Время Елизаветы интересно не менее самой Елизаветы, и только те иностранцы, которые сознательно ничего не желали видеть в России, представляли ее унылой заснеженной пустыней. Зачастую они замечали в ней только мишурный фасад империи, не догадываясь, что в глубине России укрывается могучий трудовой тыл . Русские заводы при Елизавете уже полностью обеспечивали армию и флот отечественным вооружением. Промышленности и кустарям правительство оказывало самое усердное внимание. Двое умелых рабочих, Ивков и Владимиров, получили за труд звания поручиков; фабрикантов бумаги возводили в ранг майоров. В тяжелой индустрии, размещенной на отдаленных окраинах империи, обрастали дворянством и наградами знаменитые фамилии Твердышевых, Мясниковых, Собакиных, Яковлевых и Демидовых (все они вышли из мужиков-умельцев). А на далекой Печоре крестьянин Прядунов наладил первую в стране перегонку нефти – в целях лечебных и осветительных, и русская нефть уже экспортировалась в Европу. Успехи русской агрокультуры познавались тогда не по книгам – в застольях. Никого уже не удивляло, если подмосковный крестьянин вез продавать на базар лимоны и апельсины, в парниках вельмож вызревали виноград и ананасы; даже близ Полярного круга соловецкие монахи умудрялись выращивать дыни и персики. Избалованная модница, Елизавета желала, чтобы вологодские кружева были не хуже брюссельских, чтобы дамские туфли перещеголяли своим изяществом лучшие тогда в Европе варшавские… Богатейшая страна со сказочными ресурсами имела в своих недрах все, что нужно для бурного экономического развития, и единственное, чего не хватало России, так это рабочих рук! Отовсюду слышались жалобы на нехватку тружеников, а гигантские черноземы за Волгою, колышась вековым ковылем, еще сонно ждали, чтобы в их нетронутую сыть бросили первое зерно…
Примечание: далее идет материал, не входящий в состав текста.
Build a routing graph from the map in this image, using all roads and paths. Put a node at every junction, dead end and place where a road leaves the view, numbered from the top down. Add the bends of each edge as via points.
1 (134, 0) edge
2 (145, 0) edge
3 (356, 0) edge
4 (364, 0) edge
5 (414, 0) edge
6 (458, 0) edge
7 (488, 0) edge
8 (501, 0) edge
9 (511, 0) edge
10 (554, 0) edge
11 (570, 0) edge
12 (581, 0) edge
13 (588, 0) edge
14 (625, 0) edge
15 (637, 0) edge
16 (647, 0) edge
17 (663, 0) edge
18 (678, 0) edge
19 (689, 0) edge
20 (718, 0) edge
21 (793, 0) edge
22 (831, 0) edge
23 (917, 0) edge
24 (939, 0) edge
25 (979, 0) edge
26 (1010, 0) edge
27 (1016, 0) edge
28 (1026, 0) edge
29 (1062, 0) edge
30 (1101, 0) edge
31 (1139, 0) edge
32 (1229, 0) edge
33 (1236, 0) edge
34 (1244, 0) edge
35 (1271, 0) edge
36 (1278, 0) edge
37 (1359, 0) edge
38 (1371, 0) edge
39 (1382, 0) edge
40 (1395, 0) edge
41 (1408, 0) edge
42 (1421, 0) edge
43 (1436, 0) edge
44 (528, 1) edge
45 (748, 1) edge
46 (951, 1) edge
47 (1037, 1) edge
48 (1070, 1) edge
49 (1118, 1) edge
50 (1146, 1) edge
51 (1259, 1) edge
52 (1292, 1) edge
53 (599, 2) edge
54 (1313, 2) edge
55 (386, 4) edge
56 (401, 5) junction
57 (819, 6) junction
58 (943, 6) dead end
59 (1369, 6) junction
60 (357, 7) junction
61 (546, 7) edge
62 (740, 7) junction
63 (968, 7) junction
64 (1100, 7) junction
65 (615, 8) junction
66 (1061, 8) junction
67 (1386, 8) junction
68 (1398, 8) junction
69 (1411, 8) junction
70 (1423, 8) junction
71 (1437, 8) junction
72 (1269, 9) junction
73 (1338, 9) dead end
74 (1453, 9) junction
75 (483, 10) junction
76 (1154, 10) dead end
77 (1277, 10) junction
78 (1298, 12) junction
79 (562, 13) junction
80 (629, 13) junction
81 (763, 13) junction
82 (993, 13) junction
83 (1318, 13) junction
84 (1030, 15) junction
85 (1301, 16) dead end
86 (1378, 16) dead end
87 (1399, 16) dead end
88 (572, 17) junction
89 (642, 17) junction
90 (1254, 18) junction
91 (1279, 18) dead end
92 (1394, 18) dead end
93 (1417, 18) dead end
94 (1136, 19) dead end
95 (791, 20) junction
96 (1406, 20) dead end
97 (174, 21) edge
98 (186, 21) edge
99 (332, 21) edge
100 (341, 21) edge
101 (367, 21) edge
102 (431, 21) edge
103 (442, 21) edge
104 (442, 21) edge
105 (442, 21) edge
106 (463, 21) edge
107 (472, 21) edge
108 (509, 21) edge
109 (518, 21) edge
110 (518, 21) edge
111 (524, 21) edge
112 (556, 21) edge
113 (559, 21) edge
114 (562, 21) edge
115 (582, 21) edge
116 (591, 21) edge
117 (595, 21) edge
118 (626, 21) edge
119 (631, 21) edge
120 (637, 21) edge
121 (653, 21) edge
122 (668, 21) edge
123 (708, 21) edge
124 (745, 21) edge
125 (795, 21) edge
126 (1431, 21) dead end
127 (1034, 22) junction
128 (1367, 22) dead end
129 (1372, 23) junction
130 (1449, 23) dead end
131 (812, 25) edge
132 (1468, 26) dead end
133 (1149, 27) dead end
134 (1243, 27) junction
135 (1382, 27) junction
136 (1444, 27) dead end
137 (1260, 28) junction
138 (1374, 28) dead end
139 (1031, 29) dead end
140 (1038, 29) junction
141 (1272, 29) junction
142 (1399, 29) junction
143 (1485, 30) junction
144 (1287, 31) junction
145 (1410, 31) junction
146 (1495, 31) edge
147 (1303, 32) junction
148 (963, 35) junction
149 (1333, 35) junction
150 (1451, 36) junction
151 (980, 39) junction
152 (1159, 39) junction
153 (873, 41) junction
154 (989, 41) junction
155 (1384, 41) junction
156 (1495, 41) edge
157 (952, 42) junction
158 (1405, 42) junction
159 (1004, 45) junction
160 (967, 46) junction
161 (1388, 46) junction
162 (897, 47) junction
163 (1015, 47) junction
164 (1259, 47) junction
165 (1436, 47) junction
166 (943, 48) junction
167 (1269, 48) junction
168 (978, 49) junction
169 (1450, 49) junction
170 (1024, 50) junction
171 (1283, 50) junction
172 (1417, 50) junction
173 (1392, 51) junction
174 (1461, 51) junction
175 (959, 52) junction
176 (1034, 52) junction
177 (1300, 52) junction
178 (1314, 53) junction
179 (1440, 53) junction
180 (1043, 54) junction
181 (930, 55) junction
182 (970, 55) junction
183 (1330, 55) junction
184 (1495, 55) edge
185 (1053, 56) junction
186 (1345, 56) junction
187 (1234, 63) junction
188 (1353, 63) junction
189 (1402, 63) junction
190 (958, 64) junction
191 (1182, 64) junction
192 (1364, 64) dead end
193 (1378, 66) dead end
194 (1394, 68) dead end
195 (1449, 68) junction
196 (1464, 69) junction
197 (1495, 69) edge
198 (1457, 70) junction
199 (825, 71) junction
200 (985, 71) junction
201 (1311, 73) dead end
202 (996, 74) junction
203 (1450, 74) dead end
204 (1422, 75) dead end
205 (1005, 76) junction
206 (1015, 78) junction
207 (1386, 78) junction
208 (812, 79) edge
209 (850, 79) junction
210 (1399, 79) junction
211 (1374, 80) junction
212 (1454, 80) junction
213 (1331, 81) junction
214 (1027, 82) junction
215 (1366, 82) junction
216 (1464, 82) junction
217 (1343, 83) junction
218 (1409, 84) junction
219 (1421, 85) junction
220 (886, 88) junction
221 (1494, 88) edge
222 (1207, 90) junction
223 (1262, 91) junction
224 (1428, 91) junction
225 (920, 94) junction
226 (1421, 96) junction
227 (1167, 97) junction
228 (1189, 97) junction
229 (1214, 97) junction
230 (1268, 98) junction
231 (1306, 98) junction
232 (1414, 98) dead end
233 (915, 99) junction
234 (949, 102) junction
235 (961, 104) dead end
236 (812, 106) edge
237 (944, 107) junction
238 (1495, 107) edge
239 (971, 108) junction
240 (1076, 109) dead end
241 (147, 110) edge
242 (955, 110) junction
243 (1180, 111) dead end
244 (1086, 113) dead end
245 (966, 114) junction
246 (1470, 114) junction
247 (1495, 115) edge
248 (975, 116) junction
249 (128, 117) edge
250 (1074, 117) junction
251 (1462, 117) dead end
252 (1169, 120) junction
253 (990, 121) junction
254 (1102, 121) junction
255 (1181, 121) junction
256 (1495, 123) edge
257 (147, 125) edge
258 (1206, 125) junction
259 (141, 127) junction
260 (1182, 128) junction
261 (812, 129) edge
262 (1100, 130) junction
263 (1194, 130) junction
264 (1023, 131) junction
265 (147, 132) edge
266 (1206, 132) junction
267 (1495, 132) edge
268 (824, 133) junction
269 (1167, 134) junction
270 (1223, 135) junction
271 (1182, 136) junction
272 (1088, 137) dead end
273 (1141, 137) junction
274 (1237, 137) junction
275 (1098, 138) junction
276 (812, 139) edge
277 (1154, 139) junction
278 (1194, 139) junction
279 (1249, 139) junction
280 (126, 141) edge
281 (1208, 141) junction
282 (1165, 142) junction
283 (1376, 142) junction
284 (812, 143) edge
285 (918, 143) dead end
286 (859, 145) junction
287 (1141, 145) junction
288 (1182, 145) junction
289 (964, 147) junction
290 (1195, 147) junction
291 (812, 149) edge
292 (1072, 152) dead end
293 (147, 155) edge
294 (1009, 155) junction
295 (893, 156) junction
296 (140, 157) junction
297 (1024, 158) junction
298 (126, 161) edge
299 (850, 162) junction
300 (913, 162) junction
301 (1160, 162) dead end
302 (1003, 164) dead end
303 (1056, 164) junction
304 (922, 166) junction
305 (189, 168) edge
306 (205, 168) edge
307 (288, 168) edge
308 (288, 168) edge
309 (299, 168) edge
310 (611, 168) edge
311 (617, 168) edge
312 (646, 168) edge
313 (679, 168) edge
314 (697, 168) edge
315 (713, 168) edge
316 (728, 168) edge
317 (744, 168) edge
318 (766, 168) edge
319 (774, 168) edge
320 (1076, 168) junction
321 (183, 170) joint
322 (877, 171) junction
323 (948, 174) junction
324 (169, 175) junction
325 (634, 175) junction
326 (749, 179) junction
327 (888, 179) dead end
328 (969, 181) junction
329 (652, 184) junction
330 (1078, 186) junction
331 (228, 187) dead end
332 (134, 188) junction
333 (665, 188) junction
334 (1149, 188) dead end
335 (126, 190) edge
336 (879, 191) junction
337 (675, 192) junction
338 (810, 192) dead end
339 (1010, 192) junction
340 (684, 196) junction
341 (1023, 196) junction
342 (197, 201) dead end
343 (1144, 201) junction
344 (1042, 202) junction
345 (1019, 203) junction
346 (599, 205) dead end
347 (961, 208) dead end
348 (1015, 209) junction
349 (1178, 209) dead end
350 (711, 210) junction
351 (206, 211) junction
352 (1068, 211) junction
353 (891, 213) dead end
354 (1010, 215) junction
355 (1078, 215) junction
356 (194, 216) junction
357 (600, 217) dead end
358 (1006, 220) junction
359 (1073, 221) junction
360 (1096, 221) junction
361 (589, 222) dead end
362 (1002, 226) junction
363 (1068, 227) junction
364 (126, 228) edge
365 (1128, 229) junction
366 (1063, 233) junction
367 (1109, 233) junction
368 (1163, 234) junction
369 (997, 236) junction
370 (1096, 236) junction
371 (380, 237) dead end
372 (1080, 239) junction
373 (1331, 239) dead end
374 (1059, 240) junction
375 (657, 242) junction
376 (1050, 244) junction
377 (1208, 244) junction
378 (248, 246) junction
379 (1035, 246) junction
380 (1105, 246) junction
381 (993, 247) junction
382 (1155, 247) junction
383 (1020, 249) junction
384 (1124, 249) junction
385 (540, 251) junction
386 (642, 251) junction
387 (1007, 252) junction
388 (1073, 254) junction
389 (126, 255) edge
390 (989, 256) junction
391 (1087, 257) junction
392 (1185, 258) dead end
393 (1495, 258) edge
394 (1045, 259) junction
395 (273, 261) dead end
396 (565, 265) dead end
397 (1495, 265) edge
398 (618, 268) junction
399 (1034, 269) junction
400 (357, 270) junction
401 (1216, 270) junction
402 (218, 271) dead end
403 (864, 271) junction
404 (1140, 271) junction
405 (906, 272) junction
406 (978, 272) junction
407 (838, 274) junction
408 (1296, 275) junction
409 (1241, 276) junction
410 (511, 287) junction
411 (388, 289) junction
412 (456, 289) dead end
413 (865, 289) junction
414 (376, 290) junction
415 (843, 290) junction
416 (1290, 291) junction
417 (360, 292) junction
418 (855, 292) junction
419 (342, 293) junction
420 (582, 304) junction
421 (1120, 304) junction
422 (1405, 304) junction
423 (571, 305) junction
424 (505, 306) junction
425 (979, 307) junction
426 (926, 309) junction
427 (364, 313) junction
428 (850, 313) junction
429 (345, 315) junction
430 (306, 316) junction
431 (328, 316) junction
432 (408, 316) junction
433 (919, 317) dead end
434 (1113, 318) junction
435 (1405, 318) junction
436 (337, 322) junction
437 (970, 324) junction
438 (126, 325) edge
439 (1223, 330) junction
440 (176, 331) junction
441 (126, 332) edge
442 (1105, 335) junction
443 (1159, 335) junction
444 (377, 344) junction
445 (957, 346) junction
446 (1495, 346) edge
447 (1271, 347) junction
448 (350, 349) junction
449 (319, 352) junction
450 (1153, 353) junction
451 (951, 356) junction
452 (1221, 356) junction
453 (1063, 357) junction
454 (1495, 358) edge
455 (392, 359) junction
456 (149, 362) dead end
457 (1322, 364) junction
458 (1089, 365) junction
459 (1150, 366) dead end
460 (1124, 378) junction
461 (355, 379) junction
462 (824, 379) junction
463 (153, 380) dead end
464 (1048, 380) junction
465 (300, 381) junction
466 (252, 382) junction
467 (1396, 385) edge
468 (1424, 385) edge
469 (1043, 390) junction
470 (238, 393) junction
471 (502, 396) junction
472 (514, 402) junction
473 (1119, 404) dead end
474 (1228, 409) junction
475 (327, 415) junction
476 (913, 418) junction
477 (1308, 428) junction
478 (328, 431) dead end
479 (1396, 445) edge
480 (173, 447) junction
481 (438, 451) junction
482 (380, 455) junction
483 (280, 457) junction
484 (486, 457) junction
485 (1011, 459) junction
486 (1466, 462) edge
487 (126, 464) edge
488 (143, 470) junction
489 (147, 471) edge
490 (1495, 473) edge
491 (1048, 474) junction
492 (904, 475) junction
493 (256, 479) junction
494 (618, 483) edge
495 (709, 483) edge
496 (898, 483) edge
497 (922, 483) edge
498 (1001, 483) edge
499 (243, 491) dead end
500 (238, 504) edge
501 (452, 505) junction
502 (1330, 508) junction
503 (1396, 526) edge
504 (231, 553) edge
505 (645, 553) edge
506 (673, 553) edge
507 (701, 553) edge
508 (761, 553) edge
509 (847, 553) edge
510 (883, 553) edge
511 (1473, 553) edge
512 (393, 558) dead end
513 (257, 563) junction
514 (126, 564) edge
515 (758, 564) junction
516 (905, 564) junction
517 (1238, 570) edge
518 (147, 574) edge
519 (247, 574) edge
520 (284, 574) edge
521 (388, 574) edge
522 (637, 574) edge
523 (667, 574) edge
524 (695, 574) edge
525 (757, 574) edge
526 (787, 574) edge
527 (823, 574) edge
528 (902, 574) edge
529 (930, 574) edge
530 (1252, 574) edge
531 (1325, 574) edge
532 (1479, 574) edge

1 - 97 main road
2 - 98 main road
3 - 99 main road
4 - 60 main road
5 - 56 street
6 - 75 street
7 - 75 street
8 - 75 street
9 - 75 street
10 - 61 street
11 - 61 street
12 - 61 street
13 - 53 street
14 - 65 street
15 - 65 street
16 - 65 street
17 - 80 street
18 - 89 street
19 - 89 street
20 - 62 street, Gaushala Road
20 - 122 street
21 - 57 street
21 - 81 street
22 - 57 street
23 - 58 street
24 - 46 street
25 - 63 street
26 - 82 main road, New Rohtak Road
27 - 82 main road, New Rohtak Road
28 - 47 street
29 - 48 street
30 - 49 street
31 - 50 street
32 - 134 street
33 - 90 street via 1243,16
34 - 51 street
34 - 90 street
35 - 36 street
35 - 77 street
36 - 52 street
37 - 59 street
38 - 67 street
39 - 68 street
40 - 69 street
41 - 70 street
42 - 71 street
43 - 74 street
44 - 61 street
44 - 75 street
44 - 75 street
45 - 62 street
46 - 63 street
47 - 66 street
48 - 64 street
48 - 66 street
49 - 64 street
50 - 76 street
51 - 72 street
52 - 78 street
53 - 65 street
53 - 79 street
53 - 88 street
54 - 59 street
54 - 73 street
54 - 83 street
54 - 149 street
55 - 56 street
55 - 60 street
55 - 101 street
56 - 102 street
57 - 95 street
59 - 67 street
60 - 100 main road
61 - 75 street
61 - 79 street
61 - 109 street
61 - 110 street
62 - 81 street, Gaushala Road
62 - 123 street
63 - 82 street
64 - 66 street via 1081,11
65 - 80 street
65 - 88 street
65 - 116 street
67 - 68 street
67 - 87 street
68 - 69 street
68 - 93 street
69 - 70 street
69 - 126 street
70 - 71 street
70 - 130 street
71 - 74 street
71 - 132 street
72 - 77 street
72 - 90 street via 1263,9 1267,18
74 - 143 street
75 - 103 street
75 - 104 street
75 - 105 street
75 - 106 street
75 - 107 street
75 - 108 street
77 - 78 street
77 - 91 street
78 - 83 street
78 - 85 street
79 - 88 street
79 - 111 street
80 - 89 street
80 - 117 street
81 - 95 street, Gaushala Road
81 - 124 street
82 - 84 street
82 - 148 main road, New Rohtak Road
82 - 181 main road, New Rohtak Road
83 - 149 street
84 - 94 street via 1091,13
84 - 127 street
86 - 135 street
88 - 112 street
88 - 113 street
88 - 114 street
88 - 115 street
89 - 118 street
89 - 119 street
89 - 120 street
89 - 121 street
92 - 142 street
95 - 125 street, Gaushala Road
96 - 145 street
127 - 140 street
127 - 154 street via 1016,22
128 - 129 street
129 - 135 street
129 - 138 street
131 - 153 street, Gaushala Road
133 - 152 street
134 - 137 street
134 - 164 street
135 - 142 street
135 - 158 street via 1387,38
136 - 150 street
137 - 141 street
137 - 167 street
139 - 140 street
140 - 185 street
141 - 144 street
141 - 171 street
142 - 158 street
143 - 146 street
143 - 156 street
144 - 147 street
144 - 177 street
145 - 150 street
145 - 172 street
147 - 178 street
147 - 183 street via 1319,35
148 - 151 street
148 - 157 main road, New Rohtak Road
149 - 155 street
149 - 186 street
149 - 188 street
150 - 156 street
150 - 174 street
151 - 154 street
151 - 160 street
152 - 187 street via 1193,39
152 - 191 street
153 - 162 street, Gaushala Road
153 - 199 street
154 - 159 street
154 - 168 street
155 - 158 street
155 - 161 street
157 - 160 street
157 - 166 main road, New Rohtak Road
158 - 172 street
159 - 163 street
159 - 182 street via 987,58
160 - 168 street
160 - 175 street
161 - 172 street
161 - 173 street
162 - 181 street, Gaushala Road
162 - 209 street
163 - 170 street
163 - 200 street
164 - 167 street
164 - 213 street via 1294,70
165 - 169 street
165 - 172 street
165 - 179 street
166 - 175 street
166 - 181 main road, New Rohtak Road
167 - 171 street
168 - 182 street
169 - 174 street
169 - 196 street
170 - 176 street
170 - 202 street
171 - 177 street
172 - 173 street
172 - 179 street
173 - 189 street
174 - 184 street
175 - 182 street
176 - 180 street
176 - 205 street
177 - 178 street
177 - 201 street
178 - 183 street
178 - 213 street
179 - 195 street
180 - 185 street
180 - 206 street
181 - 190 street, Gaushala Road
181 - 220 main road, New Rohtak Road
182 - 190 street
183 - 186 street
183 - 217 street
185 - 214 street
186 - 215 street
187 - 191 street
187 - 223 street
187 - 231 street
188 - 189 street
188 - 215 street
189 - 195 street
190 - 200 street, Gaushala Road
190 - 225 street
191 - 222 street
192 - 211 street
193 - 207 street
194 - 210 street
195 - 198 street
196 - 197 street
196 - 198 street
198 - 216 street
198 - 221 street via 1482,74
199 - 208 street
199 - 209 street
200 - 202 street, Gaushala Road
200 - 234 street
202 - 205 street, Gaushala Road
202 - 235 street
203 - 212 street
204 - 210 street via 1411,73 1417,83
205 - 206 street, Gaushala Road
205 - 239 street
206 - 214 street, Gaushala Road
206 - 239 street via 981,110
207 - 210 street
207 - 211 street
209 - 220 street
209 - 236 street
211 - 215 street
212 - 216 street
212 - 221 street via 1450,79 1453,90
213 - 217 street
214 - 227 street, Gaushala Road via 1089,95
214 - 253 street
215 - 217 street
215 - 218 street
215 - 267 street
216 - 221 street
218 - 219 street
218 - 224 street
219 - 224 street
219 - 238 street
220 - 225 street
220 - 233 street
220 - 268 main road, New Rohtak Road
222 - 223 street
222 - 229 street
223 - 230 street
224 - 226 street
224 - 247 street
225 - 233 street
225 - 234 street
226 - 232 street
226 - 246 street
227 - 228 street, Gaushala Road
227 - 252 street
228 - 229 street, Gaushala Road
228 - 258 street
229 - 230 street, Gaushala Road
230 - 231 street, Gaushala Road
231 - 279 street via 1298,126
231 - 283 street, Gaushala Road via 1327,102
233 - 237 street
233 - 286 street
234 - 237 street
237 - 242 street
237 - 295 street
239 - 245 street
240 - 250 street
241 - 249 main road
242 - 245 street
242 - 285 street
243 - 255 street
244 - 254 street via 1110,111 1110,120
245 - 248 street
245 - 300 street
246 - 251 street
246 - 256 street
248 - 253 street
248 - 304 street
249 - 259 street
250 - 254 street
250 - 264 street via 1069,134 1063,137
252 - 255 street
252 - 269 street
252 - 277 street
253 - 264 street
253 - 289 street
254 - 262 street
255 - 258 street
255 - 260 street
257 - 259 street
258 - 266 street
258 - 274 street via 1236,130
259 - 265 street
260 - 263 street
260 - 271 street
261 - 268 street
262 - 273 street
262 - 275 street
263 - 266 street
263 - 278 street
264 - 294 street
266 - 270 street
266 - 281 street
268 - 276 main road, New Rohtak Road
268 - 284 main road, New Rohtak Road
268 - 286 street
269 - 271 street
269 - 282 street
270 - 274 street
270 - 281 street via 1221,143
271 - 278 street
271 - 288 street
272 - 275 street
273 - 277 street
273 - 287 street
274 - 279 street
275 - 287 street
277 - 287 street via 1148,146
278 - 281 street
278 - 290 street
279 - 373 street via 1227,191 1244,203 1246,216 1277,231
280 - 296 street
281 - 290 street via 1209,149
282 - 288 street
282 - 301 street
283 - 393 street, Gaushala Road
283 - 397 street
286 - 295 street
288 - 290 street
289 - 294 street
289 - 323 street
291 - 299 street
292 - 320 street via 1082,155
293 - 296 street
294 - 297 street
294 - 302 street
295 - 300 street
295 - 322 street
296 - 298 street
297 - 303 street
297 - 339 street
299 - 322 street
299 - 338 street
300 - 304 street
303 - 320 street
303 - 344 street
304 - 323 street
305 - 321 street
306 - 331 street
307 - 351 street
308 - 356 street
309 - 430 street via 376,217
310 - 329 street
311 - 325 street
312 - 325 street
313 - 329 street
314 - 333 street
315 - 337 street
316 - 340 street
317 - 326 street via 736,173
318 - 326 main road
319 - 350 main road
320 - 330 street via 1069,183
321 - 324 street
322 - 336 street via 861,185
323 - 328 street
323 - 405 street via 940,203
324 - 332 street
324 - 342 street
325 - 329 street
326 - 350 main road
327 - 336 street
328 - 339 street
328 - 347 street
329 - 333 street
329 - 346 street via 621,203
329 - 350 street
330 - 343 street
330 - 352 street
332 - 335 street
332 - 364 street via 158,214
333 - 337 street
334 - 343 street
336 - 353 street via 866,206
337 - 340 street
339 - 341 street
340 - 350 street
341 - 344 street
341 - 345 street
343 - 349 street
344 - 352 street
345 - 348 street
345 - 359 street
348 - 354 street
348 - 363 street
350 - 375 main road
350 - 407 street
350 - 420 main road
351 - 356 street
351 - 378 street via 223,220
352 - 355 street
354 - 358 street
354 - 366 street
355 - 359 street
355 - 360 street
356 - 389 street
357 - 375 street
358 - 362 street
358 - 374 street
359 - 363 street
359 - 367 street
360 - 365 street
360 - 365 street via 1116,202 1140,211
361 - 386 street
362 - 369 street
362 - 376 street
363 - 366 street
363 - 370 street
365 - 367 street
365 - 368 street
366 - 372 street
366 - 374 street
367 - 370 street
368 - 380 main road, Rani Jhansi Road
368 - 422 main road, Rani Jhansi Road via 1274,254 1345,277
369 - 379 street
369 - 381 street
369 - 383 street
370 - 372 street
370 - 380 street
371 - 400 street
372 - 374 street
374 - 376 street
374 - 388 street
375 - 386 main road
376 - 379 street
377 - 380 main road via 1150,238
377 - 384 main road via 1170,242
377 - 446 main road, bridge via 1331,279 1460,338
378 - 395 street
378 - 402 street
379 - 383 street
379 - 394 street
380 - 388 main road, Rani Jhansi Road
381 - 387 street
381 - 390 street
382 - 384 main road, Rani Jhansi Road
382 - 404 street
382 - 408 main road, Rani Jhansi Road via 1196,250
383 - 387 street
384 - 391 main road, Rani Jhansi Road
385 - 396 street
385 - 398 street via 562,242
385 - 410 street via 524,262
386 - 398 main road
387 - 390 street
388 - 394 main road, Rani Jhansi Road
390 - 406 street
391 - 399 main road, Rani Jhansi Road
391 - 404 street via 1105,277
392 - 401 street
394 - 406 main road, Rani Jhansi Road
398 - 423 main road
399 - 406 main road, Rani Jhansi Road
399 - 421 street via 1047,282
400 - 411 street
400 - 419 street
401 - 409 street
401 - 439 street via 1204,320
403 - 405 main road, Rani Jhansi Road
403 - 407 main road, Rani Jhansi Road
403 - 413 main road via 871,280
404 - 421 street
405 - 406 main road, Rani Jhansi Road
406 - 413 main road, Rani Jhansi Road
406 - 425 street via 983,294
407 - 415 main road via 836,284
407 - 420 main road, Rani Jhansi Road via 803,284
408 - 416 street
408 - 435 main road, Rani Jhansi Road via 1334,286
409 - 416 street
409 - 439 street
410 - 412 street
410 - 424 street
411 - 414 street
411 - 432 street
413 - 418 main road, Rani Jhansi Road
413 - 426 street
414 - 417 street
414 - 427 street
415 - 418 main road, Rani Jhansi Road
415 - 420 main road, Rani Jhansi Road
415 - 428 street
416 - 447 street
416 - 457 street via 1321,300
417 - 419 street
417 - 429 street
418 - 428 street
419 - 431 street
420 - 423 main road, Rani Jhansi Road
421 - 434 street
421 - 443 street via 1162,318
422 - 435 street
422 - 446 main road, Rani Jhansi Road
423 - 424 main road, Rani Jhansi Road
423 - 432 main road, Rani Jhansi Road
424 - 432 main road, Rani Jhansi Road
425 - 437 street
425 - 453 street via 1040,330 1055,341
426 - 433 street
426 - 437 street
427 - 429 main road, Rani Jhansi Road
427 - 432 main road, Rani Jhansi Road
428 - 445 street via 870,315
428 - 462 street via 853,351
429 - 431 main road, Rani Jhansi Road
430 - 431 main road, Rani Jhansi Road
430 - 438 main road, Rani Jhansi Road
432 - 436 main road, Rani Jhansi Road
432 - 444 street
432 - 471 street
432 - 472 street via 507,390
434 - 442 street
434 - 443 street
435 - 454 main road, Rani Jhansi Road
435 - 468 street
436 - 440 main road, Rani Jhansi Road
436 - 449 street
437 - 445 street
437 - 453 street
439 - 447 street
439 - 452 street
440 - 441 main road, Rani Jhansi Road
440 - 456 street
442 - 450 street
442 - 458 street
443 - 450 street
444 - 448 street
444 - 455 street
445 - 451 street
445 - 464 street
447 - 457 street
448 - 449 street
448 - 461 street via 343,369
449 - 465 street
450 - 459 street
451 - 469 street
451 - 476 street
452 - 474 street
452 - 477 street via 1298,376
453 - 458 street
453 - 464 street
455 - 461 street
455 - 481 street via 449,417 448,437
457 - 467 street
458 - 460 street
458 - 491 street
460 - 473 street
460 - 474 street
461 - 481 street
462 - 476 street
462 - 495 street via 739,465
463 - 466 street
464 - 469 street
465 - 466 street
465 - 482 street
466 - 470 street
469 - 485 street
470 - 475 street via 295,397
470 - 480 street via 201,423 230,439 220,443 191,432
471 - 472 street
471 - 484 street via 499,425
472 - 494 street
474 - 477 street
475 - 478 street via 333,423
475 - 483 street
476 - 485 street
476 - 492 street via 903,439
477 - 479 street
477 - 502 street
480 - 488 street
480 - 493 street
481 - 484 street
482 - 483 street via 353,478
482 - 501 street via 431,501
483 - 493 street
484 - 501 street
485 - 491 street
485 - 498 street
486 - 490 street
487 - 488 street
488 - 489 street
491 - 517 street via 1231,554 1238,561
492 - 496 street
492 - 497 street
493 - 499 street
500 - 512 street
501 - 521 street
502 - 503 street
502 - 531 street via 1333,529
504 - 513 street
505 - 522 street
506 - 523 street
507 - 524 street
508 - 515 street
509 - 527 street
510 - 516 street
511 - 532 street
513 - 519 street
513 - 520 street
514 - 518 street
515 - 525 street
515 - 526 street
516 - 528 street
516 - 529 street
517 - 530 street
В самом центре этой работящей страны, еще не достроенной и вечно клокочущей бунтами, в душных палатах московского Кремля, жарко разметавшись на драгоценных сибирских соболях, сейчас умирала ангальтская девочка.
Весть о тяжкой болезни Фике достигла и Берлина.
– И надежд на выздоровление мало?
– Их уже не осталось, – ответил Подевильс.
Король свистнул, подзывая любимых собак, чтобы они сопровождали его до парка, и надел шляпу задом наперед.